Quand Sophie Cadieux s’est plongée dans le texte de Nassara, elle a tout de suite voulu en assurer la mise en scène. Je l’ai lu en un souffle. J’ai été happée par l’histoire, a-t-elle déclaré. J’étais super émue.

Depuis, tout le travail qu’on fait est de garder cette impression, la qualité de cette première lecture, dans un récit extrêmement haletant, a-t-elle ajouté. J’ai l’impression que c’est un film d’action qu’a écrit Carole, et tout ce qu’il y a comme décors et comme vêtements, ce sont des mots.

Au fil de l’écriture de la pièce, un personnage, pourtant très éloigné de Carole Fréchette, s’est imposé à la dramaturge malgré sa réticence. Vendeur sur un marché, Ali est un jeune homme de 18 ans animé par une certaine violence qui gronde en lui. 

J’ai beaucoup lutté pour que [ce personnage fictif] ne rentre pas dans ma pièce, car je ne suis pas une auteure qui écrit des situations de violence, mais il insistait, a-t-elle raconté.  

Humblement, et le plus honnêtement possible, j’ai essayé de m’approcher de ce garçon, de comprendre ce qui l’habitait et trouver une place en moi où ça résonnait. Et la place qui résonnait le plus en moi était le besoin d’Ali de dire et d’être entendu. Je pouvais me relier à ça.

Un comédien coup de cœur, mais bloqué hors du Québec

Lors des auditions pour le personnage d’Ali, Sophie Cadieux et son équipe ont eu un coup de cœur pour le comédien Moussa Sidibé, un jeune finissant du Conservatoire de Bamako, au Mali. 

Toutefois, ses trois demandes de visa faites avant la pandémie pour qu’il vienne au Québec travailler sur Nassara ont été refusées, malgré le fait que Moussa Sidibé a une vie bien établie sur le continent africain. Il joue dans des productions là-bas, a expliqué Sophie Cadieux. Je pense que c’est parce que c’est un jeune homme africain [que ses demandes de visa ont été rejetées].

D’autres institutions culturelles ont été confrontées à ces difficultés de faire venir des artistes d’Afrique, les autorités canadiennes craignant que ces personnes ne retournent pas dans leur pays d’origine. 

« En France, il existe des passeports talents qui permettent à ces artistes de voyager. Ici, ça n’existe pas, [alors] que ça peut juste enrichir notre culture et nos échanges internationaux. »

— Une citation de  Sophie Cadieux, metteuse en scène

Malgré ce refus de visa, Sophie Cadieux n’a pas voulu abandonner Moussa Sidibé. 

Je ne pouvais pas le laisser tomber, car "On me refuse une place ou une voix dans le monde, qu’est-ce que je fais?" est exactement le propos de la pièce.

Elle a donc eu l’idée de lui faire déclamer son texte à distance et de l’enregistrer.

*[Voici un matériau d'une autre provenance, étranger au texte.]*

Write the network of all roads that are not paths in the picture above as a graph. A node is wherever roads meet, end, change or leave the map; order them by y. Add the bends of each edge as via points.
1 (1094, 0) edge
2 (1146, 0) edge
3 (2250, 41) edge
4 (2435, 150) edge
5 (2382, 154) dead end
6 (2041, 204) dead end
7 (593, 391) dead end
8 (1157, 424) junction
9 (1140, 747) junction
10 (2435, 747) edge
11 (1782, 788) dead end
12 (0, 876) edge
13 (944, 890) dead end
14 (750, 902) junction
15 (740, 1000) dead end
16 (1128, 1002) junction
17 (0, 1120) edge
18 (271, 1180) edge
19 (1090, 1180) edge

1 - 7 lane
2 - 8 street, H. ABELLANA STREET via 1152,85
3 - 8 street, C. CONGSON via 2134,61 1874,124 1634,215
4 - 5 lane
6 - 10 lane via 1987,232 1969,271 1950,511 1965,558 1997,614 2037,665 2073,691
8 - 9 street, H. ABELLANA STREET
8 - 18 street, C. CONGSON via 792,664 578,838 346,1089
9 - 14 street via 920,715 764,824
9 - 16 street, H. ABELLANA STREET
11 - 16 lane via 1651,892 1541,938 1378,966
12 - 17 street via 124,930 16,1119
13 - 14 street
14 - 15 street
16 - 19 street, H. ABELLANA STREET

On a décidé que cette absence allait créer une présence et devenir aussi une prise de position.

Il est là avec nous en voix, c’est une autre qualité de présence, a-t-elle précisé. Sa voix vibre et elle est capable de remplir le théâtre.

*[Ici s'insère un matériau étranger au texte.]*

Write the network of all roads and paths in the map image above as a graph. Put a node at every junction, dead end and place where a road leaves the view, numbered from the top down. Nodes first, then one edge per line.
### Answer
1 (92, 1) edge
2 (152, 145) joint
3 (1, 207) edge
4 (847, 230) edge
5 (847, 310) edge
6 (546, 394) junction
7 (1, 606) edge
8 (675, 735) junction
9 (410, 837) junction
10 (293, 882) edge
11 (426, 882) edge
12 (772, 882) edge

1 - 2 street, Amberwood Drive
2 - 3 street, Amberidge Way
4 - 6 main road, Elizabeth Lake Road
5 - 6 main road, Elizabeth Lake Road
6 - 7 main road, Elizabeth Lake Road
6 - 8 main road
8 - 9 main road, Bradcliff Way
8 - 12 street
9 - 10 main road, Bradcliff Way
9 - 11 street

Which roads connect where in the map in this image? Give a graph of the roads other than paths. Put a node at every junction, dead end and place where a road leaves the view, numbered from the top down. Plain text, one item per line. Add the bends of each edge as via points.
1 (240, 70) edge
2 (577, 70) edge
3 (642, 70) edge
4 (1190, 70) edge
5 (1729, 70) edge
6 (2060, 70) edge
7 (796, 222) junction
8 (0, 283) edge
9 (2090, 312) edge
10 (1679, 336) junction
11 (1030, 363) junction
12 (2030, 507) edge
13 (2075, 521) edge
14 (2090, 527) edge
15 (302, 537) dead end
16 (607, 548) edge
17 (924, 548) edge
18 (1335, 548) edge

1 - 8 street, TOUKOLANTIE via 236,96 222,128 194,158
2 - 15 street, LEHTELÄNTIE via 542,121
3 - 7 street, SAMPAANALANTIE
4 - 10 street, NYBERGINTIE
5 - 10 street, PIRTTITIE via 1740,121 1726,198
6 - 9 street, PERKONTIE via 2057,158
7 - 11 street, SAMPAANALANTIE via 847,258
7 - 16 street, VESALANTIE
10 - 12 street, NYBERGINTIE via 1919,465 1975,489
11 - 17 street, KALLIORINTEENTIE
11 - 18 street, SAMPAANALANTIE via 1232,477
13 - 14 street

Les difficultés de la jeunesse africaine

La comédienne canadienne d’origine burundaise Stephie Mazunya complète la distribution de Nassara. Elle se félicite que ce texte aborde le problème d’une partie de la jeunesse africaine qui ne trouve pas d’emploi après sa sortie de l’université, ce qui peut la mener vers la violence. 

Ça parle d’un enjeu réel : le désespoir de certains jeunes Africains qui n’ont aucune opportunité, qui ne voient pas d’avenir et qui sont délaissés par les politiciens et la société, a-t-elle expliqué à l’émission Pénélope.   

Je suis contente que Carole ait eu le courage de parler de cette jeunesse-là, même si elle est loin d’elle.

La pièce Nassara est une coproduction québéco-burkinabè. Elle sera jouée au Centre du Théâtre d’Aujourd'hui, à Montréal, du 7 au 25 septembre. Il est prévu qu’elle soit aussi interprétée au Burkina Faso, mais cette tournée est pour le moment sur la glace en raison de la pandémie.